No, what merits the comparison to RFK Jr. is this recent video of yours. There, with comically unconvincing caveats (“I’m not necessarily saying this should happen, just that it will“), you speak approvingly about the imminent destruction of publicly-funded academic science, in favor of just letting Musk, Bezos, et al. fund whatever they feel like.

Yes, superdeterminism is insane, but so is many-worlds, and Aaronson endorsed it in 2021. So they are all promoting fringe and insane versions of quantion mechanics.

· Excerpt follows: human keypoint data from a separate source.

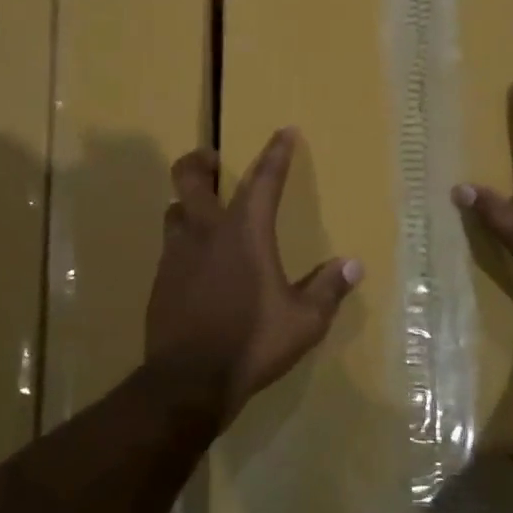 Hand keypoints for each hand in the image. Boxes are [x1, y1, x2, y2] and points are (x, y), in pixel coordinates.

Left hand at [144, 128, 362, 426]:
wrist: (188, 381)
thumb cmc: (252, 343)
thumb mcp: (303, 321)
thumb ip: (327, 289)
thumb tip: (353, 265)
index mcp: (245, 233)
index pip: (264, 180)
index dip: (276, 153)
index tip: (283, 131)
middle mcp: (206, 232)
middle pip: (189, 178)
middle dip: (200, 161)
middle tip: (213, 161)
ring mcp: (176, 255)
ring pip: (173, 210)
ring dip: (187, 203)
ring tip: (204, 213)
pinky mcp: (160, 280)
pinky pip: (170, 246)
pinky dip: (184, 242)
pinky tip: (196, 264) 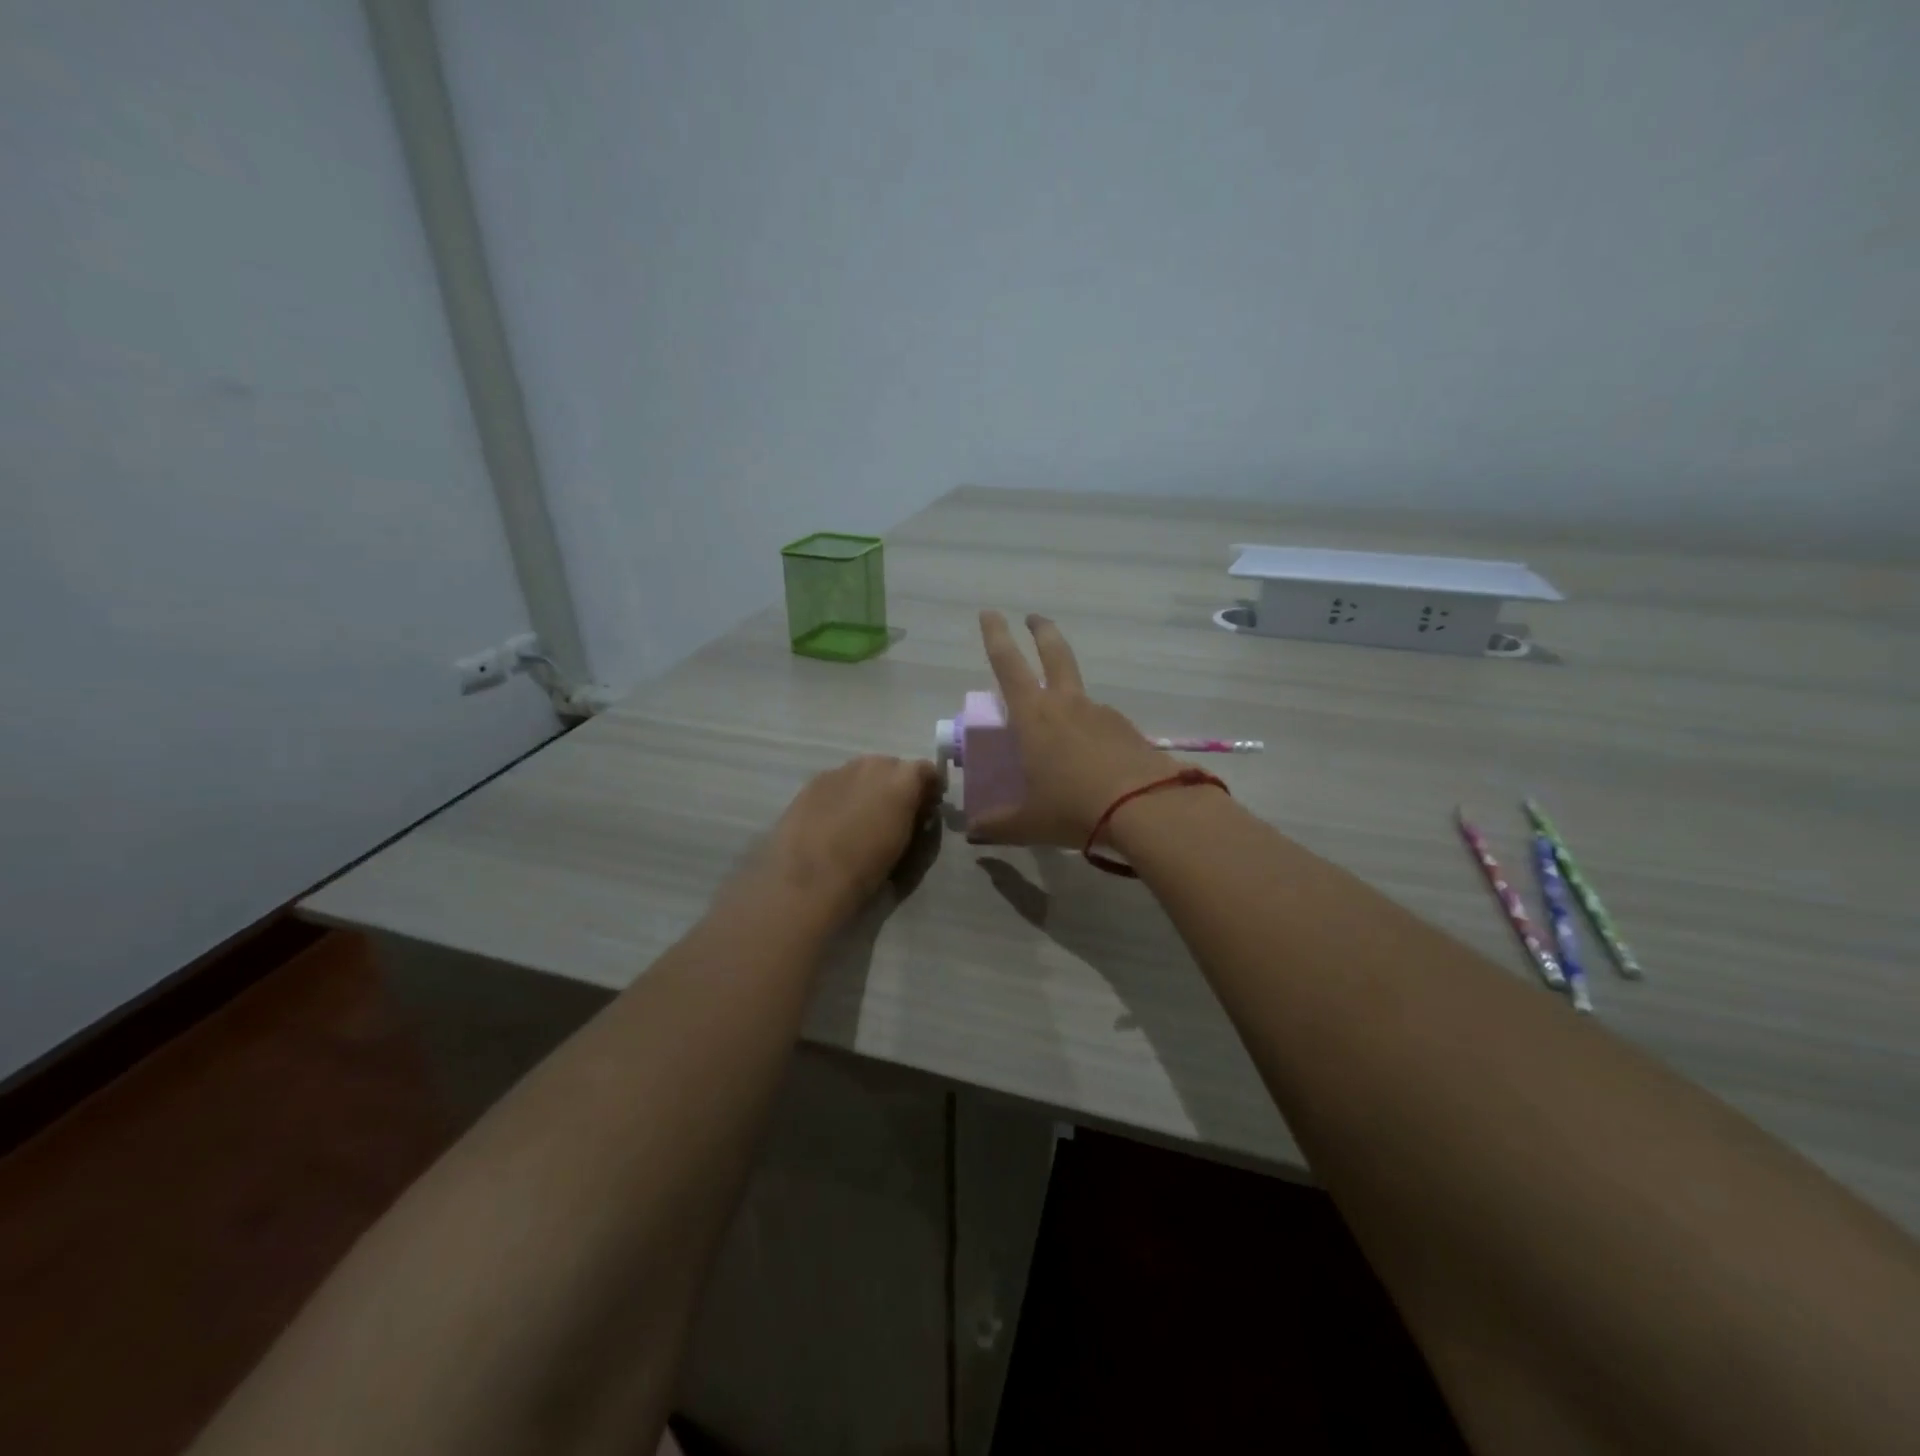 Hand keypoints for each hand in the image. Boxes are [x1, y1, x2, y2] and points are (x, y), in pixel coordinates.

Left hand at [760, 754, 940, 926]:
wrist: (808, 881)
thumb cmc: (867, 871)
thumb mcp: (910, 852)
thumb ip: (919, 824)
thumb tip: (920, 814)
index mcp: (902, 780)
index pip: (927, 771)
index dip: (929, 790)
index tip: (927, 810)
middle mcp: (872, 765)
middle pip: (893, 767)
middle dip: (897, 787)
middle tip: (893, 816)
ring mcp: (838, 771)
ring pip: (863, 773)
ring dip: (868, 790)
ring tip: (860, 820)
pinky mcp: (811, 784)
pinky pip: (837, 783)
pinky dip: (842, 796)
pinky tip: (833, 822)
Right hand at [974, 611, 1179, 845]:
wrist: (1146, 809)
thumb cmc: (1073, 808)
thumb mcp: (1028, 823)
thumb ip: (996, 826)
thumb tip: (973, 833)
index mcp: (1033, 717)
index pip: (1007, 664)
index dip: (995, 636)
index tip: (990, 612)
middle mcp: (1066, 705)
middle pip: (1054, 653)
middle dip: (1041, 631)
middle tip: (1034, 618)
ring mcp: (1101, 714)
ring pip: (1078, 691)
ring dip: (1066, 692)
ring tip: (1058, 726)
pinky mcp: (1127, 729)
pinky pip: (1100, 722)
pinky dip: (1090, 730)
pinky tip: (1091, 758) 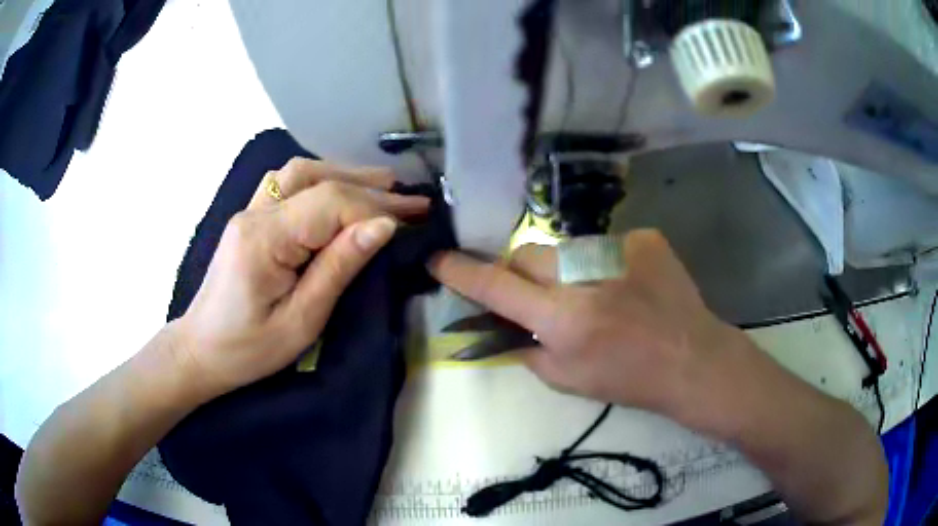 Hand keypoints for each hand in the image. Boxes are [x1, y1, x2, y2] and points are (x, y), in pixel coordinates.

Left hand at [175, 158, 429, 397]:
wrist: (201, 351)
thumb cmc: (248, 349)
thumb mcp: (300, 321)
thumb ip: (338, 268)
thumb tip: (382, 227)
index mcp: (264, 239)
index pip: (328, 204)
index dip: (374, 208)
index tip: (412, 219)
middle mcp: (255, 213)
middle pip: (316, 179)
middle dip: (369, 188)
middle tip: (411, 201)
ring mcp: (249, 211)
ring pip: (301, 172)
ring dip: (345, 175)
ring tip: (384, 186)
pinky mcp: (250, 218)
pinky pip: (287, 183)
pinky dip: (320, 179)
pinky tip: (340, 188)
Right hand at [429, 230, 741, 417]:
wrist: (692, 359)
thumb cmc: (630, 380)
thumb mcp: (567, 380)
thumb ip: (527, 348)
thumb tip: (505, 323)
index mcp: (564, 319)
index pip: (496, 287)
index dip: (462, 273)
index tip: (439, 260)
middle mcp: (586, 276)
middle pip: (526, 254)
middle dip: (519, 272)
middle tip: (537, 295)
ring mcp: (618, 249)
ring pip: (565, 248)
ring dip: (565, 269)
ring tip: (593, 294)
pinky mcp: (643, 238)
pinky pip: (603, 245)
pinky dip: (602, 265)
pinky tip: (624, 285) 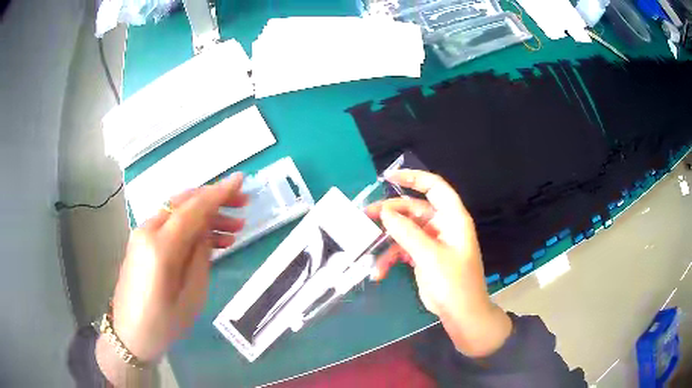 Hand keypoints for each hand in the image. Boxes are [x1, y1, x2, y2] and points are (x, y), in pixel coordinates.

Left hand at [96, 173, 246, 384]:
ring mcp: (142, 234)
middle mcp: (148, 231)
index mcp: (161, 247)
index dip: (218, 193)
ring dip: (205, 215)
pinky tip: (210, 239)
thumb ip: (200, 257)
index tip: (240, 180)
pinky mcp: (141, 241)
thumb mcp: (192, 296)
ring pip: (177, 211)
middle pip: (184, 203)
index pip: (193, 209)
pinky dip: (190, 225)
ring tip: (233, 230)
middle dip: (214, 200)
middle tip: (242, 207)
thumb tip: (207, 231)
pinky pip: (169, 224)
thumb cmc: (164, 323)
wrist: (130, 334)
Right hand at [366, 170, 510, 357]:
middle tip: (366, 215)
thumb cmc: (454, 283)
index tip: (388, 179)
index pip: (435, 188)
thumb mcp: (430, 256)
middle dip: (390, 213)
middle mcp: (442, 226)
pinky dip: (391, 258)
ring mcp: (432, 242)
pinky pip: (403, 249)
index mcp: (453, 218)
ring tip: (367, 246)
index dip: (414, 178)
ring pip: (405, 230)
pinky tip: (379, 272)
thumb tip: (385, 213)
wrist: (461, 313)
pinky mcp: (423, 257)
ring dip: (387, 240)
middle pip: (414, 209)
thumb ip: (407, 233)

Aaronson is mainly upset that Hossenfelder predicts an end to taxpayer funding of whatever academics want to study, especially fringe ideas with no real world relevance. She compares academic research to Communism, where central government committees decide what to fund, and make political decisions with little public accoutability.

He praises this comment:

For instance, there’s a whole genre of articles claiming that some experiment has shown that quantum processes can rewrite the past, foresee the future, or take a negative amount of time. The AMO physicists hopefully all know the real story is “our experiment checked that textbook QM works exactly as expected, but if QM _wasn’t_ true you’d need some crazy retrocausality to get the same results”, but they choose not to communicate that subtlety. It seems to be a game they play to get into top journals. But then the public just gets more confused, and convinced that physicists don’t know what’s going on.
Yes, you could say the same about arguments for superdeterminism, many-worlds, or Bohmian mechanics. Those arguments all depend on QM not being true, but that subtlety get omitted. Most quantum weirdness arguments work that way. For example, Bell proved that if QM were false, and were a some sort of classical theory instead, then it would have nonlocal properties.